Das Zika-Virus wird vor allem von der Gelbfiebermücke Aedes aegypti übertragen. Die Betroffenen haben meist grippeähnliche Symptome, viele Infizierte aber gar keine. Eine Gefahr könnte die Infektion für Schwangere darstellen. Das Virus steht im Verdacht, Mikrozephalie bei Ungeborenen zu verursachen. Diese kommen mit einem zu kleinen Schädel auf die Welt, was meist zu geistiger Behinderung führt. Mikrozephalie kann auch andere Ursachen haben, etwa Röteln in der Schwangerschaft.

Können Mücken das Virus auch in Deutschland übertragen? Nach Angaben der Infektionsepidemiologin Christina Frank vom Robert Koch-Institut (RKI) kann es durch die Asiatische Tigermücke (Aedes albopictus) vereinzelt zu Infektionen in Deutschland kommen. Diese Mücke komme derzeit in Süddeutschland vor. Aber: «Wenn die Asiatische Tigermücke das Virus unter den hiesigen Bedingungen übertragen kann, ist das nur punktuell relevant», betonte sie. Auch der Bonner Virologe Prof. Christian Drosten hält das Risiko einer Ausbreitung in Deutschland für verschwindend gering. Bislang sei es noch nicht vorgekommen, dass die Tigermücke eingeschleppte Viren übertragen habe.

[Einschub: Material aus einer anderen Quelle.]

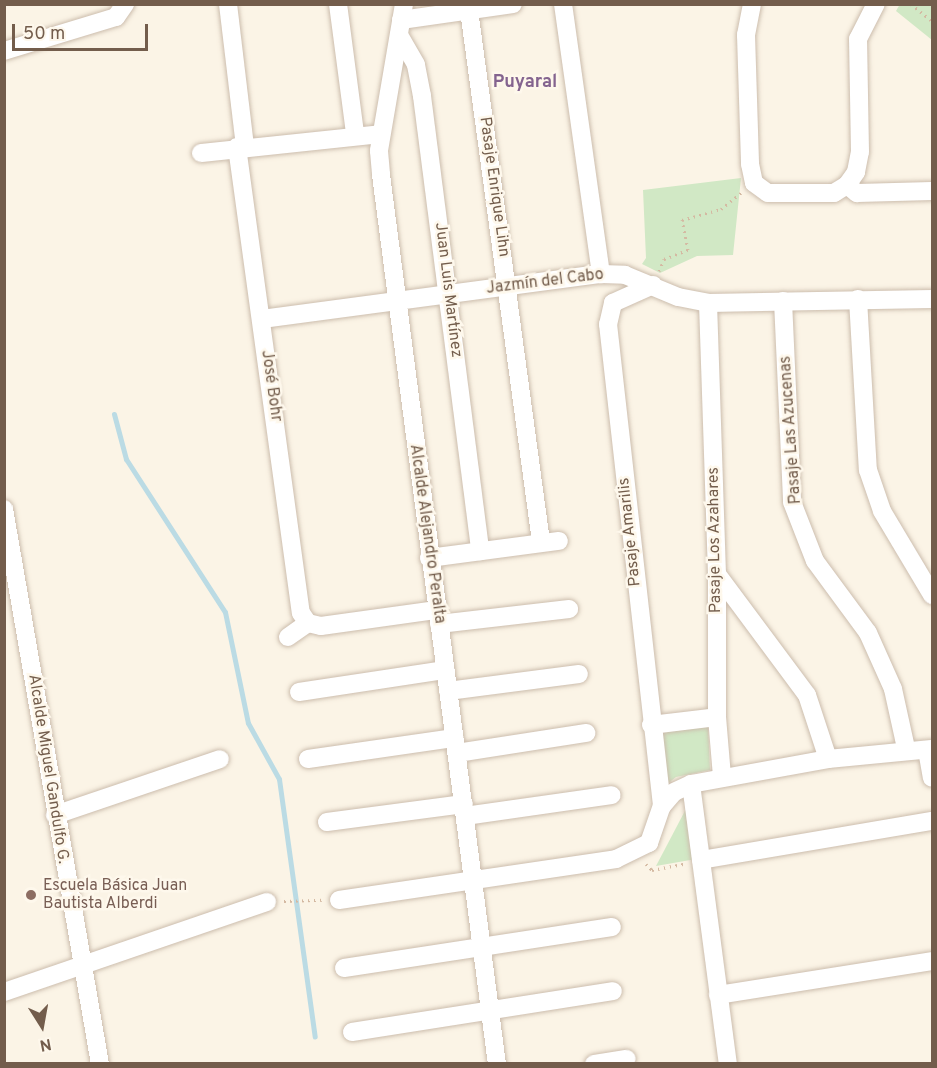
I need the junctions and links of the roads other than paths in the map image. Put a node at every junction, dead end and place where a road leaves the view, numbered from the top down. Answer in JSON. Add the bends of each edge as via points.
{"nodes":[{"id":1,"x":125,"y":4,"type":"edge"},
{"id":2,"x":228,"y":4,"type":"edge"},
{"id":3,"x":338,"y":4,"type":"edge"},
{"id":4,"x":513,"y":4,"type":"edge"},
{"id":5,"x":563,"y":4,"type":"edge"},
{"id":6,"x":752,"y":4,"type":"edge"},
{"id":7,"x":876,"y":4,"type":"edge"},
{"id":8,"x":469,"y":10,"type":"junction"},
{"id":9,"x":402,"y":20,"type":"edge"},
{"id":10,"x":4,"y":51,"type":"edge"},
{"id":11,"x":355,"y":134,"type":"junction"},
{"id":12,"x":381,"y":134,"type":"junction"},
{"id":13,"x":241,"y":147,"type":"junction"},
{"id":14,"x":201,"y":153,"type":"dead end"},
{"id":15,"x":848,"y":185,"type":"junction"},
{"id":16,"x":933,"y":191,"type":"edge"},
{"id":17,"x":601,"y":274,"type":"junction"},
{"id":18,"x":653,"y":285,"type":"junction"},
{"id":19,"x":507,"y":286,"type":"junction"},
{"id":20,"x":448,"y":294,"type":"junction"},
{"id":21,"x":858,"y":299,"type":"junction"},
{"id":22,"x":933,"y":300,"type":"edge"},
{"id":23,"x":396,"y":301,"type":"junction"},
{"id":24,"x":783,"y":301,"type":"junction"},
{"id":25,"x":708,"y":303,"type":"junction"},
{"id":26,"x":261,"y":320,"type":"junction"},
{"id":27,"x":4,"y":509,"type":"edge"},
{"id":28,"x":480,"y":551,"type":"junction"},
{"id":29,"x":429,"y":558,"type":"junction"},
{"id":30,"x":9,"y":569,"type":"edge"},
{"id":31,"x":717,"y":574,"type":"junction"},
{"id":32,"x":933,"y":595,"type":"edge"},
{"id":33,"x":570,"y":609,"type":"dead end"},
{"id":34,"x":438,"y":617,"type":"junction"},
{"id":35,"x":308,"y":623,"type":"junction"},
{"id":36,"x":288,"y":637,"type":"dead end"},
{"id":37,"x":446,"y":670,"type":"junction"},
{"id":38,"x":579,"y":674,"type":"dead end"},
{"id":39,"x":448,"y":691,"type":"junction"},
{"id":40,"x":299,"y":692,"type":"dead end"},
{"id":41,"x":717,"y":717,"type":"junction"},
{"id":42,"x":651,"y":725,"type":"junction"},
{"id":43,"x":586,"y":733,"type":"dead end"},
{"id":44,"x":455,"y":745,"type":"junction"},
{"id":45,"x":906,"y":748,"type":"junction"},
{"id":46,"x":930,"y":749,"type":"edge"},
{"id":47,"x":220,"y":759,"type":"dead end"},
{"id":48,"x":308,"y":759,"type":"dead end"},
{"id":49,"x":828,"y":759,"type":"junction"},
{"id":50,"x":722,"y":777,"type":"junction"},
{"id":51,"x":933,"y":778,"type":"edge"},
{"id":52,"x":691,"y":784,"type":"junction"},
{"id":53,"x":612,"y":795,"type":"dead end"},
{"id":54,"x":662,"y":806,"type":"junction"},
{"id":55,"x":464,"y":810,"type":"junction"},
{"id":56,"x":56,"y":815,"type":"junction"},
{"id":57,"x":933,"y":820,"type":"edge"},
{"id":58,"x":327,"y":822,"type":"dead end"},
{"id":59,"x":701,"y":860,"type":"junction"},
{"id":60,"x":473,"y":879,"type":"junction"},
{"id":61,"x":339,"y":900,"type":"road end"},
{"id":62,"x":267,"y":902,"type":"road end"},
{"id":63,"x":612,"y":927,"type":"dead end"},
{"id":64,"x":482,"y":946,"type":"junction"},
{"id":65,"x":933,"y":961,"type":"edge"},
{"id":66,"x":80,"y":965,"type":"junction"},
{"id":67,"x":344,"y":968,"type":"dead end"},
{"id":68,"x":613,"y":991,"type":"dead end"},
{"id":69,"x":4,"y":992,"type":"edge"},
{"id":70,"x":718,"y":995,"type":"junction"},
{"id":71,"x":489,"y":1011,"type":"junction"},
{"id":72,"x":352,"y":1032,"type":"dead end"},
{"id":73,"x":627,"y":1059,"type":"dead end"},
{"id":74,"x":100,"y":1064,"type":"edge"},
{"id":75,"x":497,"y":1064,"type":"edge"},
{"id":76,"x":594,"y":1064,"type":"edge"},
{"id":77,"x":728,"y":1064,"type":"edge"}],
"edges":[{"from":1,"to":10,"type":"street","via":[[116,17]]},
{"from":2,"to":13,"type":"street","name":"José Bohr"},
{"from":3,"to":11,"type":"street"},
{"from":4,"to":8,"type":"street"},
{"from":5,"to":17,"type":"street"},
{"from":6,"to":15,"type":"street","via":[[746,34],[754,183],[768,193],[834,193]]},
{"from":7,"to":15,"type":"street","via":[[858,39],[860,152],[856,172]]},
{"from":8,"to":9,"type":"street"},
{"from":8,"to":19,"type":"street","name":"Pasaje Enrique Lihn"},
{"from":9,"to":12,"type":"street","name":"Alcalde Alejandro Peralta"},
{"from":9,"to":20,"type":"street","name":"Juan Luis Martínez","via":[[422,96]]},
{"from":11,"to":12,"type":"street"},
{"from":11,"to":13,"type":"street"},
{"from":12,"to":23,"type":"street","name":"Alcalde Alejandro Peralta","via":[[381,175]]},
{"from":13,"to":14,"type":"street"},
{"from":13,"to":26,"type":"street","name":"José Bohr"},
{"from":15,"to":16,"type":"street","via":[[857,193]]},
{"from":17,"to":18,"type":"street","name":"Jazmín del Cabo","via":[[625,275]]},
{"from":17,"to":19,"type":"street","name":"Jazmín del Cabo"},
{"from":18,"to":25,"type":"street","name":"Jazmín del Cabo","via":[[678,297]]},
{"from":18,"to":42,"type":"street","name":"Pasaje Amarilis","via":[[613,303],[608,318]]},
{"from":19,"to":20,"type":"street","name":"Jazmín del Cabo"},
{"from":19,"to":28,"type":"street","name":"Pasaje Enrique Lihn","via":[[550,541]]},
{"from":20,"to":23,"type":"street","name":"Jazmín del Cabo"},
{"from":20,"to":28,"type":"street","name":"Juan Luis Martínez"},
{"from":21,"to":22,"type":"street","name":"Jazmín del Cabo"},
{"from":21,"to":24,"type":"street","name":"Jazmín del Cabo"},
{"from":21,"to":32,"type":"street","via":[[868,470],[882,511]]},
{"from":23,"to":26,"type":"street","name":"Jazmín del Cabo"},
{"from":23,"to":29,"type":"street","name":"Alcalde Alejandro Peralta"},
{"from":24,"to":25,"type":"street","name":"Jazmín del Cabo"},
{"from":24,"to":45,"type":"street","name":"Pasaje Las Azucenas","via":[[792,502],[815,561],[868,633],[893,688]]},
{"from":25,"to":31,"type":"street","name":"Pasaje Los Azahares"},
{"from":26,"to":35,"type":"street","name":"José Bohr","via":[[301,613]]},
{"from":27,"to":30,"type":"street","name":"Alcalde Miguel Gandulfo G."},
{"from":28,"to":29,"type":"street"},
{"from":29,"to":34,"type":"street","name":"Alcalde Alejandro Peralta"},
{"from":30,"to":56,"type":"street","name":"Alcalde Miguel Gandulfo G."},
{"from":31,"to":41,"type":"street","name":"Pasaje Los Azahares"},
{"from":31,"to":49,"type":"street","via":[[807,695]]},
{"from":33,"to":34,"type":"street"},
{"from":34,"to":35,"type":"street","via":[[321,626]]},
{"from":34,"to":37,"type":"street","name":"Alcalde Alejandro Peralta"},
{"from":35,"to":36,"type":"street"},
{"from":37,"to":39,"type":"street","name":"Alcalde Alejandro Peralta"},
{"from":37,"to":40,"type":"street"},
{"from":38,"to":39,"type":"street"},
{"from":39,"to":44,"type":"street","name":"Alcalde Alejandro Peralta"},
{"from":41,"to":42,"type":"street"},
{"from":41,"to":50,"type":"street","name":"Pasaje Los Azahares"},
{"from":42,"to":54,"type":"street","name":"Pasaje Amarilis"},
{"from":43,"to":44,"type":"street"},
{"from":44,"to":48,"type":"street"},
{"from":44,"to":55,"type":"street","name":"Alcalde Alejandro Peralta"},
{"from":45,"to":46,"type":"street"},
{"from":45,"to":49,"type":"street"},
{"from":46,"to":51,"type":"street"},
{"from":47,"to":56,"type":"street"},
{"from":49,"to":50,"type":"street"},
{"from":50,"to":52,"type":"street"},
{"from":52,"to":54,"type":"street","via":[[674,792]]},
{"from":52,"to":59,"type":"street"},
{"from":53,"to":55,"type":"street"},
{"from":54,"to":60,"type":"street","via":[[649,843],[634,853]]},
{"from":55,"to":58,"type":"street"},
{"from":55,"to":60,"type":"street","name":"Alcalde Alejandro Peralta"},
{"from":56,"to":66,"type":"street","name":"Alcalde Miguel Gandulfo G."},
{"from":57,"to":59,"type":"street"},
{"from":59,"to":70,"type":"street"},
{"from":60,"to":61,"type":"street"},
{"from":60,"to":64,"type":"street","name":"Alcalde Alejandro Peralta"},
{"from":62,"to":66,"type":"street"},
{"from":63,"to":64,"type":"street"},
{"from":64,"to":67,"type":"street"},
{"from":64,"to":71,"type":"street","name":"Alcalde Alejandro Peralta"},
{"from":65,"to":70,"type":"street"},
{"from":66,"to":69,"type":"street"},
{"from":66,"to":74,"type":"street","name":"Alcalde Miguel Gandulfo G."},
{"from":68,"to":71,"type":"street"},
{"from":70,"to":77,"type":"street"},
{"from":71,"to":72,"type":"street"},
{"from":71,"to":75,"type":"street","name":"Alcalde Alejandro Peralta"},
{"from":73,"to":76,"type":"street"}]}
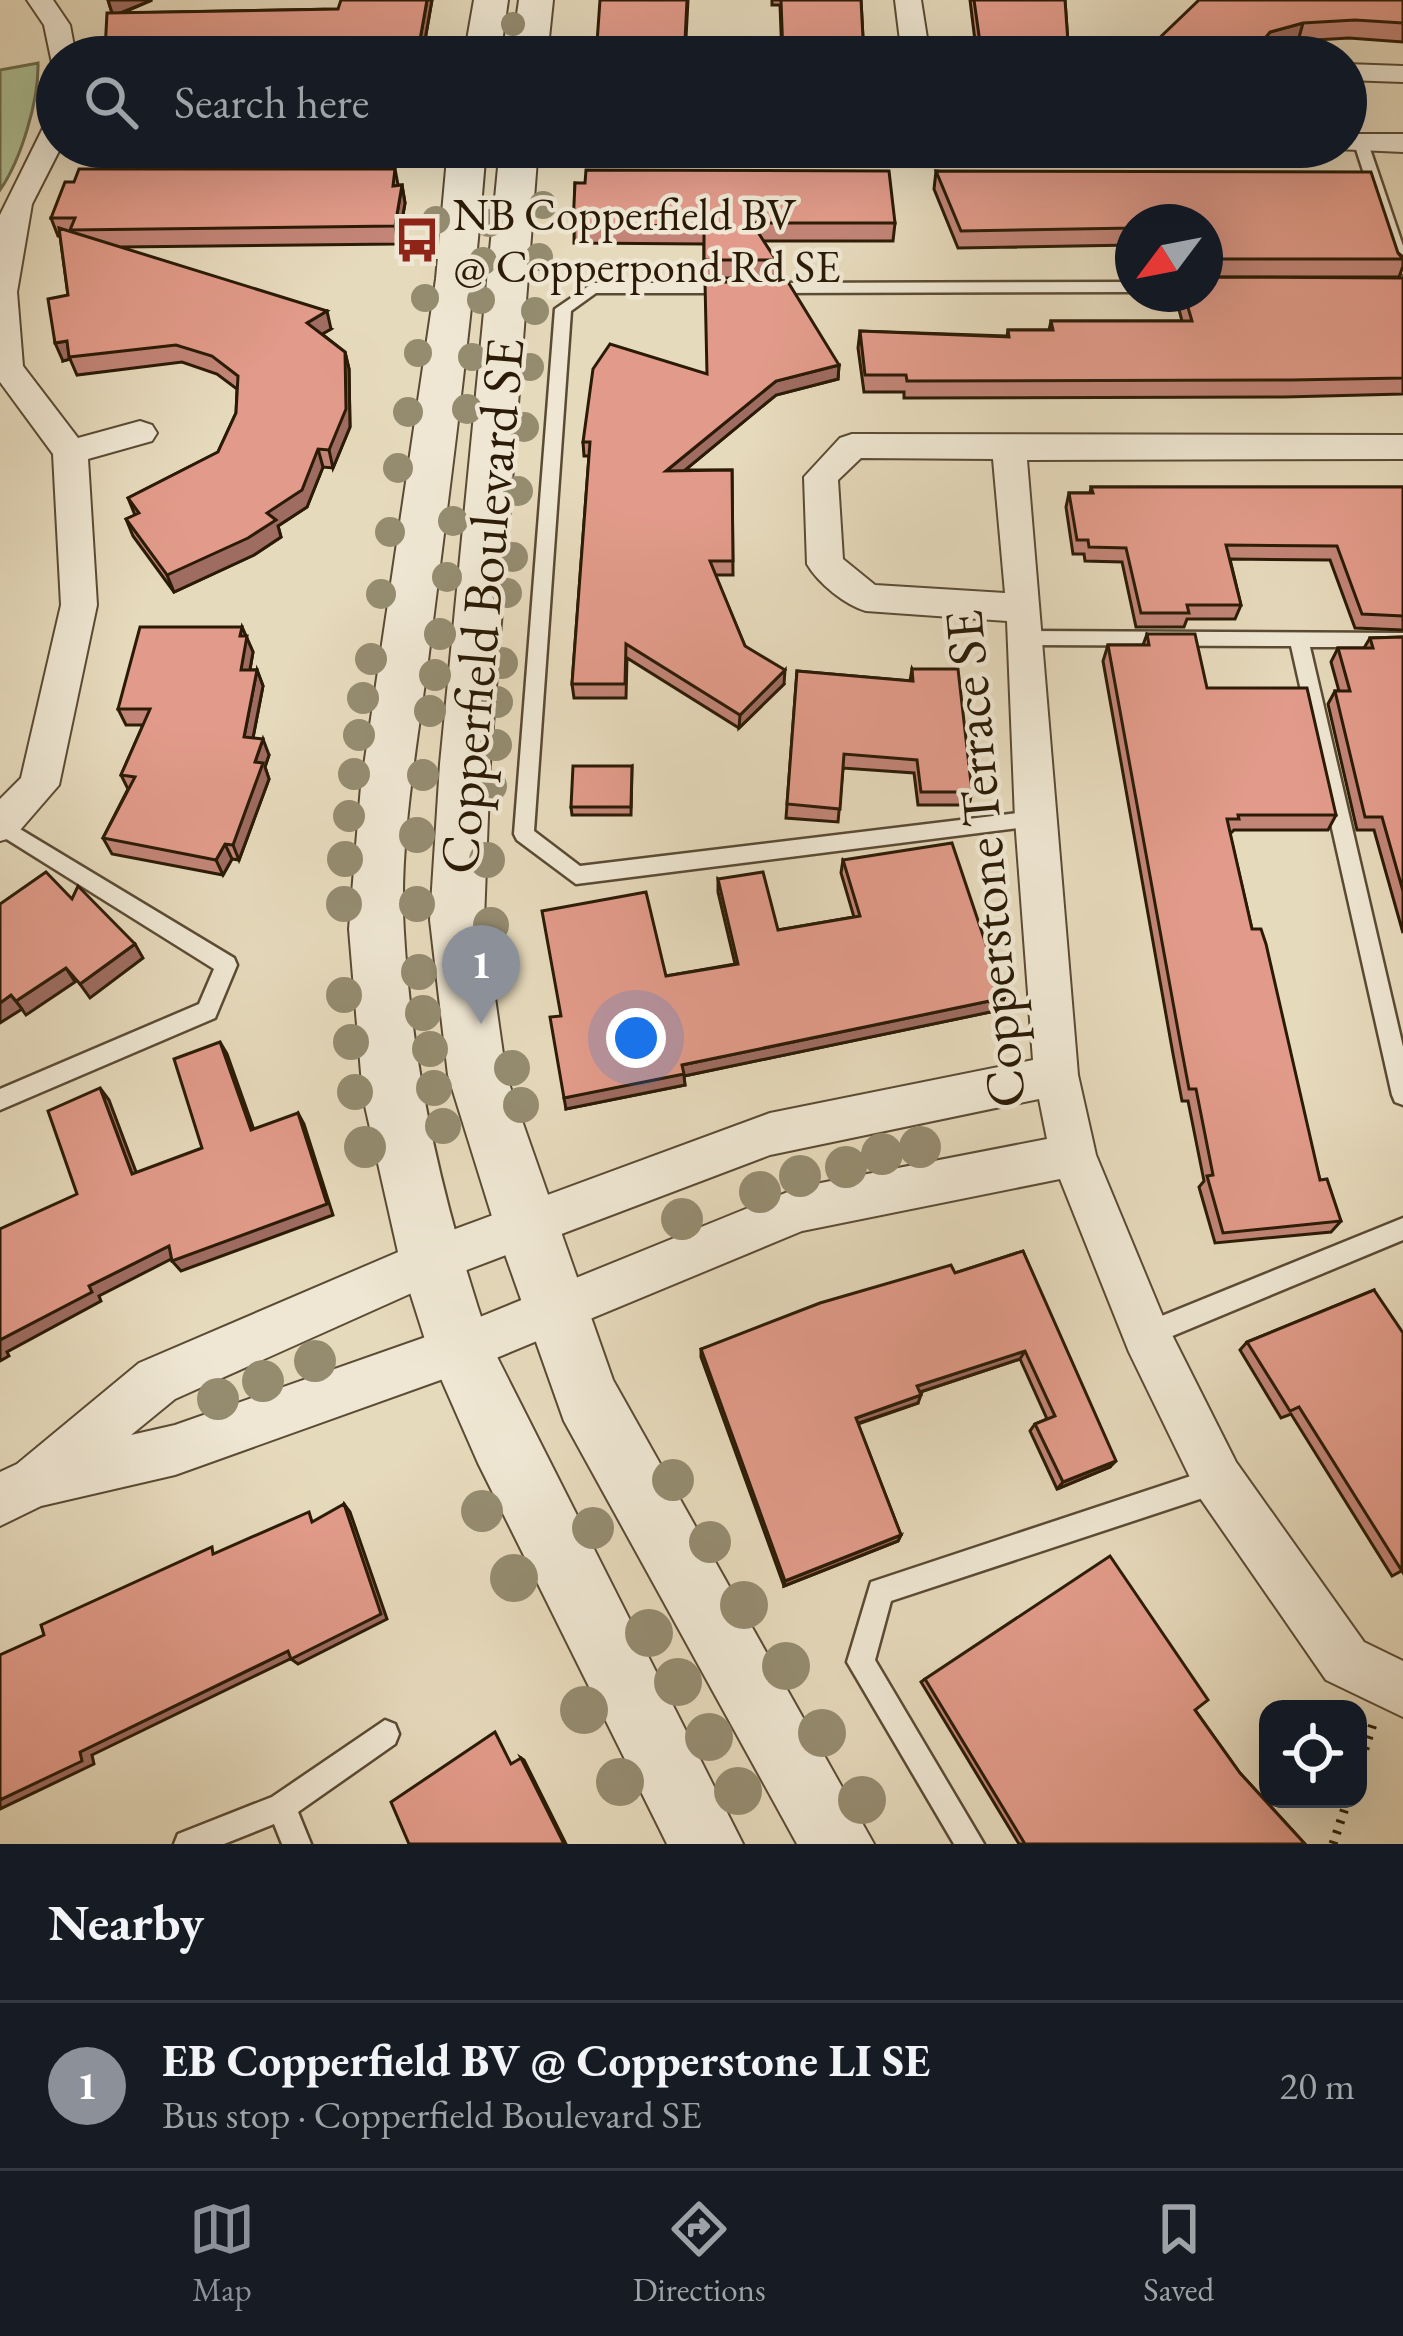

Bisher ist der Zika-Erreger in 26 Ländern Lateinamerikas aufgetaucht. Am stärksten betroffen ist Brasilien. Die WHO hatte am Montag den globalen Gesundheitsnotstand ausgerufen. Die Austragung der Olympischen Spiele im August in Brasilien ist nach Einschätzung der Experten nicht gefährdet. «Was wir im Moment sehen, ist immer noch ein sehr mildes Virus», sagte WHO-Sprecher Christian Lindmeier im Bayerischen Rundfunk. Zur Übertragung beim Sex sagte er, es sei bekannt, dass sich das Virus im Blut und Samen aufhalte. «Aber wie die genauen Übertragungswege sind, ist noch nicht völlig nachgewiesen.»

In Brasilien stieg die Zahl der Babys mit Schädelfehlbildungen nach Angaben des Gesundheitsministeriums seit Oktober mittlerweile von 270 auf 404. In 17 Fällen hatten sich die Frauen zuvor nachweislich mit dem Zika-Virus infiziert. Experten untersuchen derzeit außerdem 3670 Verdachtsfälle. Bis Ergebnisse vorliegen, kann es noch Monate dauern.

Im Kampf gegen Zika will Brasilien auf neue Diagnosetests aus Deutschland setzen. Wie die Gesundheitsbehörde Anvisa mitteilte, werde man landesweit Antikörper-Tests des Unternehmens Euroimmun aus Lübeck zulassen. Es hat nach eigenen Angaben das «weltweit erste Komplett-Paket für den serologischen Nachweis von Zika-Virus-Infektionen entwickelt». Damit sollen auch das Dengue- und das Chikungunya-Fieber schneller festgestellt werden können.

Der massive Ausbruch in Brasilien beeinträchtigte den Ticketverkauf für Olympia bislang nicht. Sechs Monate vor Beginn der Spiele seien 2,75 Millionen Eintrittskarten verkauft worden, teilte das Organisationskomitee mit. Das entspreche 74 Prozent der angestrebten Einnahmen durch den Ticketverkauf.